Le Tribunal administratif de Clermont-Ferrand, statuant en référé sur le fondement de l’article L. 521-1 du code de justice administrative, a rejeté la demande de suspension de Mme B... concernant la notification d’attribution de l’allocation complémentaire de fonctions pour 2025. La requérante invoquait l’urgence et un défaut de motivation, mais le juge a estimé qu’aucun moyen n’était de nature à créer un doute sérieux sur la légalité de la décision.
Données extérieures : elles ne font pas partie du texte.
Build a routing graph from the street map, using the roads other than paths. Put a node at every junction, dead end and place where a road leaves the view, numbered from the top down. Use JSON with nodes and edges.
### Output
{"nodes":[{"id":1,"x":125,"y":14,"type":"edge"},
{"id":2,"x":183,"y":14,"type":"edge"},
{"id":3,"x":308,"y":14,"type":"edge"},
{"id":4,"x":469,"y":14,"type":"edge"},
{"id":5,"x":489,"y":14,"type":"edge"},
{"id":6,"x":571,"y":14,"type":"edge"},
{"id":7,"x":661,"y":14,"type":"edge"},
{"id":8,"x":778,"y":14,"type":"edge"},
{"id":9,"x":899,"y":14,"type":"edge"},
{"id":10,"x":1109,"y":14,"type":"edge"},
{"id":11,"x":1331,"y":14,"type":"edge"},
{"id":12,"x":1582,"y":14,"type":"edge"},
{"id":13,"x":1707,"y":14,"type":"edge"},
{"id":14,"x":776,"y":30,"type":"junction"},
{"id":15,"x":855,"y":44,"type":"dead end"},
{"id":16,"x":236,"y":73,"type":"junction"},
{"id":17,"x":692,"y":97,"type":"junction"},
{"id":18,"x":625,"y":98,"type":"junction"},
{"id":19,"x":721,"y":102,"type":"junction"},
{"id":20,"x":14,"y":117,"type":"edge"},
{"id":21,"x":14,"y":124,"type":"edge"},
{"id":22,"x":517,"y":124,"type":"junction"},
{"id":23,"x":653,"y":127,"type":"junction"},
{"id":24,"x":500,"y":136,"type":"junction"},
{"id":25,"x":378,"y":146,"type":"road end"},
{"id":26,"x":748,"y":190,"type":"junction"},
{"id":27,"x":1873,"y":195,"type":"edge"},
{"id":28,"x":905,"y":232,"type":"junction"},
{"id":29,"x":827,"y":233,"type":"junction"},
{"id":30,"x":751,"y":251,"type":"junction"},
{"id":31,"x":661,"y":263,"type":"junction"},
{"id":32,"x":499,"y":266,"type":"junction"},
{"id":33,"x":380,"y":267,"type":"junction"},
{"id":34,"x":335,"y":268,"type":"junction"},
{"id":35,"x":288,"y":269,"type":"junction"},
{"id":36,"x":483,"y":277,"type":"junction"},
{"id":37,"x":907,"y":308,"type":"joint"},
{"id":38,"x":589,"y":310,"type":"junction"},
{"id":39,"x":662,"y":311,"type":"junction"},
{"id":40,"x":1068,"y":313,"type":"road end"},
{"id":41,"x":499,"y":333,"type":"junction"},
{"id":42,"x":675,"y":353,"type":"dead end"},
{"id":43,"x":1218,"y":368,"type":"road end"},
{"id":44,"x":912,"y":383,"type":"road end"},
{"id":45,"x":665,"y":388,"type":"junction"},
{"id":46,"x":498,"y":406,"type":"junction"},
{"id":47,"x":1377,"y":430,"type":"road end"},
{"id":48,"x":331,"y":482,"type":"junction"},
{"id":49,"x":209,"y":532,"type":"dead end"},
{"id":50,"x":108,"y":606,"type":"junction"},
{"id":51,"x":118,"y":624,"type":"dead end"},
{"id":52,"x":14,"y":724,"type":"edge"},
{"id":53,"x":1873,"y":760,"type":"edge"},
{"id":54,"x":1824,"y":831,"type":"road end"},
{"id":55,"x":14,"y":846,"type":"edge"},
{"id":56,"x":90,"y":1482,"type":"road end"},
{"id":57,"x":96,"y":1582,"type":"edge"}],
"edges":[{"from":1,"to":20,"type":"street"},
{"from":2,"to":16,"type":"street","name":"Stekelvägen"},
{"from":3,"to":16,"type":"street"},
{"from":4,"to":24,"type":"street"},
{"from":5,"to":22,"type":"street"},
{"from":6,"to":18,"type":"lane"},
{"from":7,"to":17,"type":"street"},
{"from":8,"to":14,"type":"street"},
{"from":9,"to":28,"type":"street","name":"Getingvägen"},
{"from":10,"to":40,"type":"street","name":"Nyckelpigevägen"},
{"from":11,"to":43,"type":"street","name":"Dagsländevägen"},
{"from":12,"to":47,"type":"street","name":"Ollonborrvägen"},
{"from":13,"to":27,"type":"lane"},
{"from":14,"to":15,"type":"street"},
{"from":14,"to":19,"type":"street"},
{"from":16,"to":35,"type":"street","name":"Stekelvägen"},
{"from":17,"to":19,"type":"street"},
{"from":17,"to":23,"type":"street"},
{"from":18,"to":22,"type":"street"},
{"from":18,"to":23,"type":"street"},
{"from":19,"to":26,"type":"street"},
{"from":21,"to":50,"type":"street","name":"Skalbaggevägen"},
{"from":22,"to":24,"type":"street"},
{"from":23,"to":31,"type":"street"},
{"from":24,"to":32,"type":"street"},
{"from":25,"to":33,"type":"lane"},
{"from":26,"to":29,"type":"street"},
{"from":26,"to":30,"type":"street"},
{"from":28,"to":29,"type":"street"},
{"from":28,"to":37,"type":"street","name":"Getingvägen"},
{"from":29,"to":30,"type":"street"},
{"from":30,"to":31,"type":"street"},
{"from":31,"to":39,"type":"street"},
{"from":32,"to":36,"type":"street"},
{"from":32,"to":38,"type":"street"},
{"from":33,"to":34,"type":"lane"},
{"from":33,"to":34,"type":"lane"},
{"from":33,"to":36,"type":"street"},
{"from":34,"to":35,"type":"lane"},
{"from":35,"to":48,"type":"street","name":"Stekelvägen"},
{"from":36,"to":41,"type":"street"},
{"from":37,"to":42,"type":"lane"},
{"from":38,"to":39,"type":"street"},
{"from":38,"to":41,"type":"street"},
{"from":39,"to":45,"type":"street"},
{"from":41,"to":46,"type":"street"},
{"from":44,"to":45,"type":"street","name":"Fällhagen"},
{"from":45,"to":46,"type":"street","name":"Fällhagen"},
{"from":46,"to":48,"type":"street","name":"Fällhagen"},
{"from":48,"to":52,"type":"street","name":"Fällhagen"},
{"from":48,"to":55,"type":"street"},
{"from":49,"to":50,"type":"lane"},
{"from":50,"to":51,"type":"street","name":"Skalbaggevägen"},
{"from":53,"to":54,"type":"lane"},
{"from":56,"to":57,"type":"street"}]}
Sans examiner la condition d’urgence, la requête a été rejetée en application de l’article L. 522-3 du même code.
Texte intégral
Vu la procédure suivante :
Par une requête enregistrée le 14 janvier 2026, Mme A... B... demande au juge des référés, statuant sur le fondement de l’article L. 521-1 du code de justice administrative d’ordonner la suspension de la notification du 24 octobre 2025 lui attribuant l’allocation complémentaire de fonctions au titre de l’année 2025.
Elle soutient que :
Sur l’urgence :
elle est caractérisée dès lors que la décision, bien que partiellement exécutée, continue de produire des effets financiers de sorte qu’elle va continuer à subir chaque mois, une perte d rémunération.
Sur le doute sérieux :
la décision a été portée à sa connaissance de manière irrégulière sans notification préalable ;
elle est insuffisamment motivée ;
cette insuffisance de motivation porte atteinte à son droit à un recours effectif.
Vu :
la requête enregistrée le 14 janvier 2026 sous le n° 2600141 par laquelle Mme B... demande l’annulation de la décision attaquée ;
l’ensemble des pièces du dossier ;
Vu :
- le code de l’urbanisme ;
- le code de justice administrative.
Considérant ce qui suit :
Aux termes de l’article L. 521-1 du code de justice administrative : « Quand une décision administrative, même de rejet, fait l'objet d'une requête en annulation ou en réformation, le juge des référés, saisi d'une demande en ce sens, peut ordonner la suspension de l'exécution de cette décision, ou de certains de ses effets, lorsque l'urgence le justifie et qu'il est fait état d'un moyen propre à créer, en l'état de l'instruction, un doute sérieux quant à la légalité de la décision ».
En vertu de l’article L. 522-3 du même code, le juge des référés peut, par une ordonnance motivée, rejeter une requête sans instruction ni audience lorsque la condition d’urgence n’est pas remplie ou lorsqu’il apparaît manifeste, au vu de la demande, que celle-ci ne relève pas de la compétence de la juridiction administrative, qu’elle est irrecevable ou qu’elle est mal fondée.
En l’état de l’instruction, aucun des moyens soulevés et analysés ci-dessus n’est de nature à créer un doute sérieux quant à la légalité de l’arrêté en litige.
Il résulte de tout ce qui précède, sans qu’il soit besoin d’examiner la condition d’urgence, que la requête de Mme B... doit être rejetée en toutes ses conclusions en application des dispositions de l’article L. 522-3 du code de justice administrative.
O R D O N N E :
Article 1er : La requête de Mme B... est rejetée.
Article 2 : La présente ordonnance sera notifiée à Mme A... B....
Fait à Clermont-Ferrand, le 16 janvier 2026.
La juge des référés,
C. BENTÉJAC
La République mande et ordonne au préfet de la Haute-Loire en ce qui le concerne ou à tous commissaires de justice à ce requis en ce qui concerne les voies de droit commun contre les parties privées, de pourvoir à l’exécution de la présente ordonnance.